• [Record excerpts]:
BEGIN

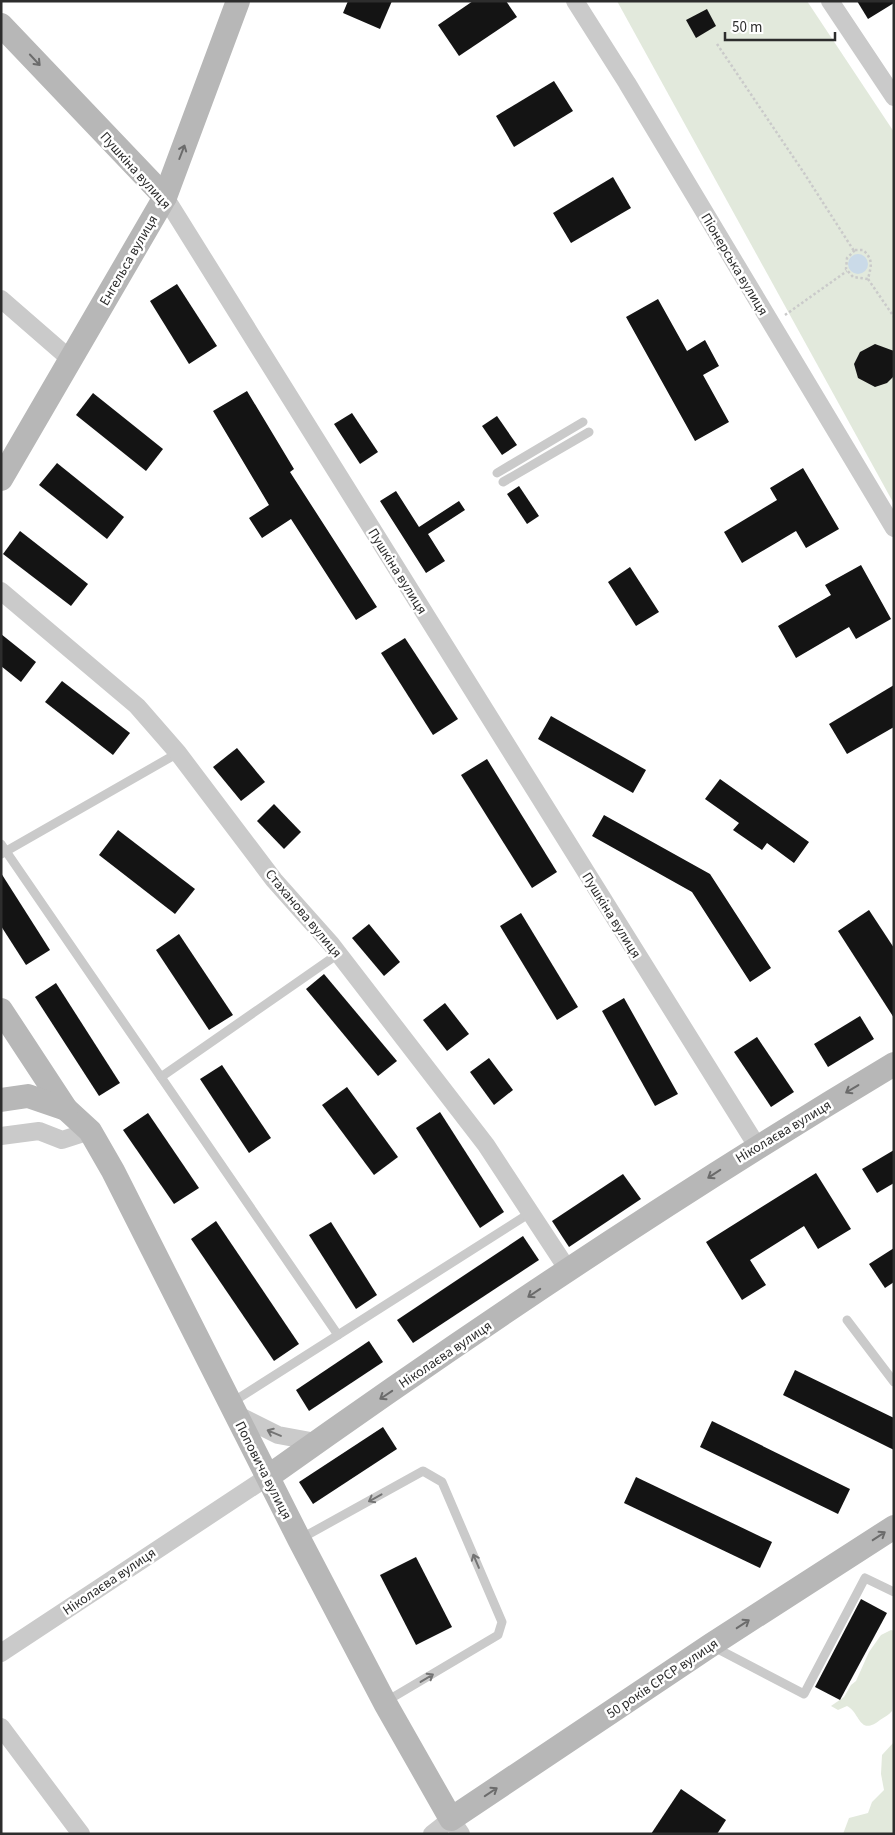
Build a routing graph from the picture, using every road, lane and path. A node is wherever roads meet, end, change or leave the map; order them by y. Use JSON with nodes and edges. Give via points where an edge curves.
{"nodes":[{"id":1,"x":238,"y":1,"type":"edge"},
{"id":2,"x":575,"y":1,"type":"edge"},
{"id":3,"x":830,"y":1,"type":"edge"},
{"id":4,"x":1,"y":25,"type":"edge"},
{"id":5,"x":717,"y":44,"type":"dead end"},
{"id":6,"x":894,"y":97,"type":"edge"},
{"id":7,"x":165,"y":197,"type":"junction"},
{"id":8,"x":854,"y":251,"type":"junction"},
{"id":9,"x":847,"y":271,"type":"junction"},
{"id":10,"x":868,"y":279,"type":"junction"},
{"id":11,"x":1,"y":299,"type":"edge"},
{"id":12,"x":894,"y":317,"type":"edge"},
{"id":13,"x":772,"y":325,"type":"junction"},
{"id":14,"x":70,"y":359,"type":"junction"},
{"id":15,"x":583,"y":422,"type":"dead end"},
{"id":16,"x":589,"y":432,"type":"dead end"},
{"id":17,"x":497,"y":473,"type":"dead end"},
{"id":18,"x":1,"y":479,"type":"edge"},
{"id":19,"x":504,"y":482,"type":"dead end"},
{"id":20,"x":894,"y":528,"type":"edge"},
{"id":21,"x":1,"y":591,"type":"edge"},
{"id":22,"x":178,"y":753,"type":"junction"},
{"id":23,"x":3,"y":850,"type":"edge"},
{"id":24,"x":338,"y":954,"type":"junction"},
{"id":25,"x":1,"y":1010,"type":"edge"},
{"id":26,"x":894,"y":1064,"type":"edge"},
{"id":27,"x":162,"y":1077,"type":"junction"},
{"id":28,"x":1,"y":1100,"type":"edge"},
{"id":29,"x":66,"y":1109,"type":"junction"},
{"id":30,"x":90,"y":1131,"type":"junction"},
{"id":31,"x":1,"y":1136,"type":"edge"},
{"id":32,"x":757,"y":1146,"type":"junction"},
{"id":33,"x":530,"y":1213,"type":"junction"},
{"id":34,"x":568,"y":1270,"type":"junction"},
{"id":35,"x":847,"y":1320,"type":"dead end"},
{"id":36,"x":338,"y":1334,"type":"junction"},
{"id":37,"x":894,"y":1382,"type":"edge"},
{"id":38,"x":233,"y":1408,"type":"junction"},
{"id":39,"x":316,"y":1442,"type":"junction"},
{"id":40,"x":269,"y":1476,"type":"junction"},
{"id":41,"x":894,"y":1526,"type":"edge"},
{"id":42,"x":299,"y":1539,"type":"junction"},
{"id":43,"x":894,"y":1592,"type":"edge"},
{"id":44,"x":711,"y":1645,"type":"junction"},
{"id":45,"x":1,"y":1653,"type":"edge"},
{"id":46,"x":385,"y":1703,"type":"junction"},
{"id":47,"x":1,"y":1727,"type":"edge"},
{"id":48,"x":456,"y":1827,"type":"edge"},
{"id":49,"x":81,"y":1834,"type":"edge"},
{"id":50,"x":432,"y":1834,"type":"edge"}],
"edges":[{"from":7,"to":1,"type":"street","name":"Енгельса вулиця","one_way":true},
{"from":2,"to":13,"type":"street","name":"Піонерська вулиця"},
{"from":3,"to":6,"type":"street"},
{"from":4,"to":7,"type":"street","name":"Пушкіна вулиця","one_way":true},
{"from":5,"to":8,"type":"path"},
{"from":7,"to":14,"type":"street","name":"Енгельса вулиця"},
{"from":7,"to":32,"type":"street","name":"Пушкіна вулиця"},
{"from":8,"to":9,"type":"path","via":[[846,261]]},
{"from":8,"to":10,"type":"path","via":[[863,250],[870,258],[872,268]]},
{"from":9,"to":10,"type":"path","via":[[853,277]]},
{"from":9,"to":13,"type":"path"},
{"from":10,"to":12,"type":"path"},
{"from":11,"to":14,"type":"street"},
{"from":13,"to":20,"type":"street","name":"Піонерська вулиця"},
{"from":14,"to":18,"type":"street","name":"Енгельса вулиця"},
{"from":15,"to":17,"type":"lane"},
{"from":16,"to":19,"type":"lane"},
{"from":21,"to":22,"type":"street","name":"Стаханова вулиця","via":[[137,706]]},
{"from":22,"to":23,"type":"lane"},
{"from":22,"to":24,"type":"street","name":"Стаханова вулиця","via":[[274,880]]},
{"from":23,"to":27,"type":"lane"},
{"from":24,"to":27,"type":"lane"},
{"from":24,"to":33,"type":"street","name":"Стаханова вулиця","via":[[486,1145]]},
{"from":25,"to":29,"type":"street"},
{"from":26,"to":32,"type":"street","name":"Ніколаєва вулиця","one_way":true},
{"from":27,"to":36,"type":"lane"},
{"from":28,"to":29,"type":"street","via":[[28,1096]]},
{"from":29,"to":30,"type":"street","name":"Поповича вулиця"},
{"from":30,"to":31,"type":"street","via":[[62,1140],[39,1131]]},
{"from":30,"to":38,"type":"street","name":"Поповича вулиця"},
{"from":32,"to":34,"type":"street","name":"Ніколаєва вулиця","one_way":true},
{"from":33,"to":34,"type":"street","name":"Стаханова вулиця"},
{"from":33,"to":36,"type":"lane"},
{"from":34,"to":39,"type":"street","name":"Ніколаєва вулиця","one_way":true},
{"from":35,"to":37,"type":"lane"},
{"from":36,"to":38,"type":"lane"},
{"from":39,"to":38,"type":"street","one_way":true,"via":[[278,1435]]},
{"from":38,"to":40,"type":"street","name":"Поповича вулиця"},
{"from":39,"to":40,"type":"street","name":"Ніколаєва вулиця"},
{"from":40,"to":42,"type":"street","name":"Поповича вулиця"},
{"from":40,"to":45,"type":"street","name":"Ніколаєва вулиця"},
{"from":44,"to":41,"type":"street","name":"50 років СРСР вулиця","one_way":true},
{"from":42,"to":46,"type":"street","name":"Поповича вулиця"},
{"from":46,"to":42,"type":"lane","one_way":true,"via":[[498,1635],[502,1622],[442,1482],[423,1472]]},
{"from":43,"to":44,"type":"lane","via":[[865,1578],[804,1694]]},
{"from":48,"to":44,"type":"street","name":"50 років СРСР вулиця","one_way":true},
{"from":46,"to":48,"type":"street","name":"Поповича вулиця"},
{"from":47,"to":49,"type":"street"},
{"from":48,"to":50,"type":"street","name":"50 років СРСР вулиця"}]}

END

Without the pictures, write out the whole listing exactly as it appears.

• [Answer for the task]:
Build a routing graph from the picture, using every road, lane and path. A node is wherever roads meet, end, change or leave the map; order them by y. Use JSON with nodes and edges. Give via points where an edge curves.
{"nodes":[{"id":1,"x":238,"y":1,"type":"edge"},
{"id":2,"x":575,"y":1,"type":"edge"},
{"id":3,"x":830,"y":1,"type":"edge"},
{"id":4,"x":1,"y":25,"type":"edge"},
{"id":5,"x":717,"y":44,"type":"dead end"},
{"id":6,"x":894,"y":97,"type":"edge"},
{"id":7,"x":165,"y":197,"type":"junction"},
{"id":8,"x":854,"y":251,"type":"junction"},
{"id":9,"x":847,"y":271,"type":"junction"},
{"id":10,"x":868,"y":279,"type":"junction"},
{"id":11,"x":1,"y":299,"type":"edge"},
{"id":12,"x":894,"y":317,"type":"edge"},
{"id":13,"x":772,"y":325,"type":"junction"},
{"id":14,"x":70,"y":359,"type":"junction"},
{"id":15,"x":583,"y":422,"type":"dead end"},
{"id":16,"x":589,"y":432,"type":"dead end"},
{"id":17,"x":497,"y":473,"type":"dead end"},
{"id":18,"x":1,"y":479,"type":"edge"},
{"id":19,"x":504,"y":482,"type":"dead end"},
{"id":20,"x":894,"y":528,"type":"edge"},
{"id":21,"x":1,"y":591,"type":"edge"},
{"id":22,"x":178,"y":753,"type":"junction"},
{"id":23,"x":3,"y":850,"type":"edge"},
{"id":24,"x":338,"y":954,"type":"junction"},
{"id":25,"x":1,"y":1010,"type":"edge"},
{"id":26,"x":894,"y":1064,"type":"edge"},
{"id":27,"x":162,"y":1077,"type":"junction"},
{"id":28,"x":1,"y":1100,"type":"edge"},
{"id":29,"x":66,"y":1109,"type":"junction"},
{"id":30,"x":90,"y":1131,"type":"junction"},
{"id":31,"x":1,"y":1136,"type":"edge"},
{"id":32,"x":757,"y":1146,"type":"junction"},
{"id":33,"x":530,"y":1213,"type":"junction"},
{"id":34,"x":568,"y":1270,"type":"junction"},
{"id":35,"x":847,"y":1320,"type":"dead end"},
{"id":36,"x":338,"y":1334,"type":"junction"},
{"id":37,"x":894,"y":1382,"type":"edge"},
{"id":38,"x":233,"y":1408,"type":"junction"},
{"id":39,"x":316,"y":1442,"type":"junction"},
{"id":40,"x":269,"y":1476,"type":"junction"},
{"id":41,"x":894,"y":1526,"type":"edge"},
{"id":42,"x":299,"y":1539,"type":"junction"},
{"id":43,"x":894,"y":1592,"type":"edge"},
{"id":44,"x":711,"y":1645,"type":"junction"},
{"id":45,"x":1,"y":1653,"type":"edge"},
{"id":46,"x":385,"y":1703,"type":"junction"},
{"id":47,"x":1,"y":1727,"type":"edge"},
{"id":48,"x":456,"y":1827,"type":"edge"},
{"id":49,"x":81,"y":1834,"type":"edge"},
{"id":50,"x":432,"y":1834,"type":"edge"}],
"edges":[{"from":7,"to":1,"type":"street","name":"Енгельса вулиця","one_way":true},
{"from":2,"to":13,"type":"street","name":"Піонерська вулиця"},
{"from":3,"to":6,"type":"street"},
{"from":4,"to":7,"type":"street","name":"Пушкіна вулиця","one_way":true},
{"from":5,"to":8,"type":"path"},
{"from":7,"to":14,"type":"street","name":"Енгельса вулиця"},
{"from":7,"to":32,"type":"street","name":"Пушкіна вулиця"},
{"from":8,"to":9,"type":"path","via":[[846,261]]},
{"from":8,"to":10,"type":"path","via":[[863,250],[870,258],[872,268]]},
{"from":9,"to":10,"type":"path","via":[[853,277]]},
{"from":9,"to":13,"type":"path"},
{"from":10,"to":12,"type":"path"},
{"from":11,"to":14,"type":"street"},
{"from":13,"to":20,"type":"street","name":"Піонерська вулиця"},
{"from":14,"to":18,"type":"street","name":"Енгельса вулиця"},
{"from":15,"to":17,"type":"lane"},
{"from":16,"to":19,"type":"lane"},
{"from":21,"to":22,"type":"street","name":"Стаханова вулиця","via":[[137,706]]},
{"from":22,"to":23,"type":"lane"},
{"from":22,"to":24,"type":"street","name":"Стаханова вулиця","via":[[274,880]]},
{"from":23,"to":27,"type":"lane"},
{"from":24,"to":27,"type":"lane"},
{"from":24,"to":33,"type":"street","name":"Стаханова вулиця","via":[[486,1145]]},
{"from":25,"to":29,"type":"street"},
{"from":26,"to":32,"type":"street","name":"Ніколаєва вулиця","one_way":true},
{"from":27,"to":36,"type":"lane"},
{"from":28,"to":29,"type":"street","via":[[28,1096]]},
{"from":29,"to":30,"type":"street","name":"Поповича вулиця"},
{"from":30,"to":31,"type":"street","via":[[62,1140],[39,1131]]},
{"from":30,"to":38,"type":"street","name":"Поповича вулиця"},
{"from":32,"to":34,"type":"street","name":"Ніколаєва вулиця","one_way":true},
{"from":33,"to":34,"type":"street","name":"Стаханова вулиця"},
{"from":33,"to":36,"type":"lane"},
{"from":34,"to":39,"type":"street","name":"Ніколаєва вулиця","one_way":true},
{"from":35,"to":37,"type":"lane"},
{"from":36,"to":38,"type":"lane"},
{"from":39,"to":38,"type":"street","one_way":true,"via":[[278,1435]]},
{"from":38,"to":40,"type":"street","name":"Поповича вулиця"},
{"from":39,"to":40,"type":"street","name":"Ніколаєва вулиця"},
{"from":40,"to":42,"type":"street","name":"Поповича вулиця"},
{"from":40,"to":45,"type":"street","name":"Ніколаєва вулиця"},
{"from":44,"to":41,"type":"street","name":"50 років СРСР вулиця","one_way":true},
{"from":42,"to":46,"type":"street","name":"Поповича вулиця"},
{"from":46,"to":42,"type":"lane","one_way":true,"via":[[498,1635],[502,1622],[442,1482],[423,1472]]},
{"from":43,"to":44,"type":"lane","via":[[865,1578],[804,1694]]},
{"from":48,"to":44,"type":"street","name":"50 років СРСР вулиця","one_way":true},
{"from":46,"to":48,"type":"street","name":"Поповича вулиця"},
{"from":47,"to":49,"type":"street"},
{"from":48,"to":50,"type":"street","name":"50 років СРСР вулиця"}]}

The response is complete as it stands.